Fernando Valente Pimentel (*)

No Brasil, diversas propostas legislativas e projetos de emenda à Constituição vêm sendo apresentados com o propósito de reduzir a jornada de trabalho. Algumas dessas iniciativas sugerem a diminuição da carga semanal de 44 para 36 ou 40 horas, muitas vezes sem previsão de redução proporcional de salários. A proposição que mais tem ganhado destaque é a que sugere quatro dias por semana, com oito horas diárias, o chamado modelo 4×3, mantendo o salário integral e eliminando a tradicional escala 6×1.

Embora bem-intencionadas, propostas como essa, quando elaboradas de maneira generalista e sem considerar as especificidades das diversas atividades econômicas, podem ter consequências negativas para o mercado de trabalho brasileiro. Uma redução compulsória da jornada, com manutenção de salários, significaria aumento direto no custo do trabalho formal. Em um país onde cerca de 40% da força laboriosa atua na informalidade, tal medida pode, paradoxalmente, agravar o problema que pretende resolver: em vez de gerar empregos com carteira assinada e de melhor qualidade, corre-se o risco de incentivar ainda mais a precarização.
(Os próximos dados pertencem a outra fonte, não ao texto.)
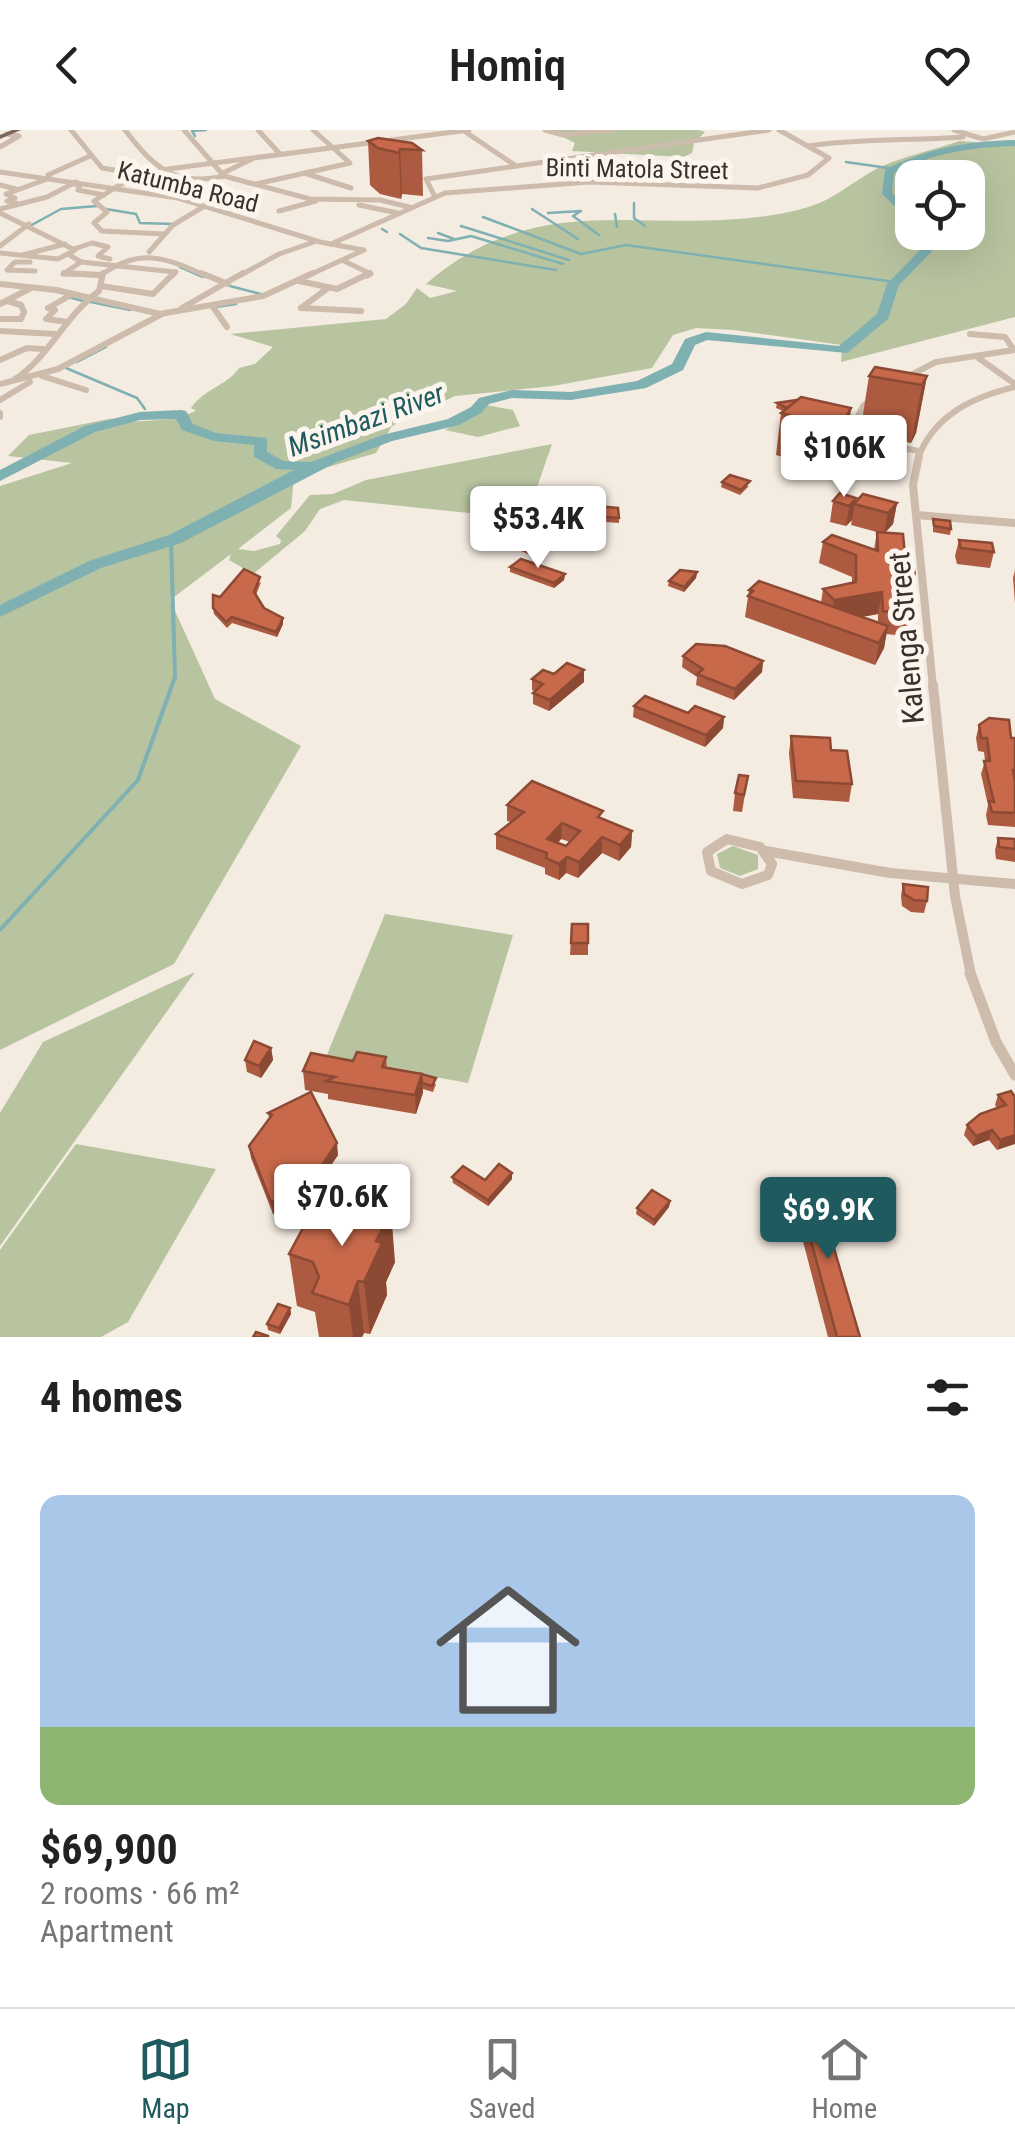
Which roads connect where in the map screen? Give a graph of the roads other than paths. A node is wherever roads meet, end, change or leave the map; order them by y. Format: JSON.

Como bem apontou o professor José Pastore, se a jornada 4×3 for adotada com os mesmos salários atuais, o Brasil passará a remunerar mais os dias de descanso do que os de trabalho: 204 dias de folga contra 161 de atividade. Isso ocorreria em um cenário no qual, embora a legislação estabeleça um teto de 44 horas semanais, a média real de trabalho já é de 39 horas por semana, patamar semelhante ao de países desenvolvidos, mas inferior ao das nações asiáticas que competem diretamente com a nossa indústria nos mercados globais.

É importante contextualizar essas discussões dentro do panorama mais amplo da competitividade internacional. Em um recente estudo da Confederação Nacional da Indústria (CNI), que avaliou 18 países com os quais o Brasil compete, ficamos na última posição do ranking. Em três dos oito macroindicadores avaliados — ambiente econômico, educação, desenvolvimento humano e trabalho — também ocupamos a lanterna. Nossos níveis de produtividade são insuficientes e os investimentos públicos e privados ainda não atingem a escala necessária para transformar estruturalmente a economia.

Historicamente, a redução da jornada de trabalho foi resultado de ganhos de produtividade derivados de inovações tecnológicas, reorganização da produção, qualificação da mão de obra e aumento nos investimentos. Esse processo foi fundamental para melhorar o equilíbrio entre vida profissional e pessoal. No entanto, tentar antecipar artificialmente esses ganhos por meio de leis generalistas não leva o País ao grupo das economias de renda elevada. Ao contrário, pode travar o crescimento, reduzir a competitividade e comprometer a geração de empregos formais.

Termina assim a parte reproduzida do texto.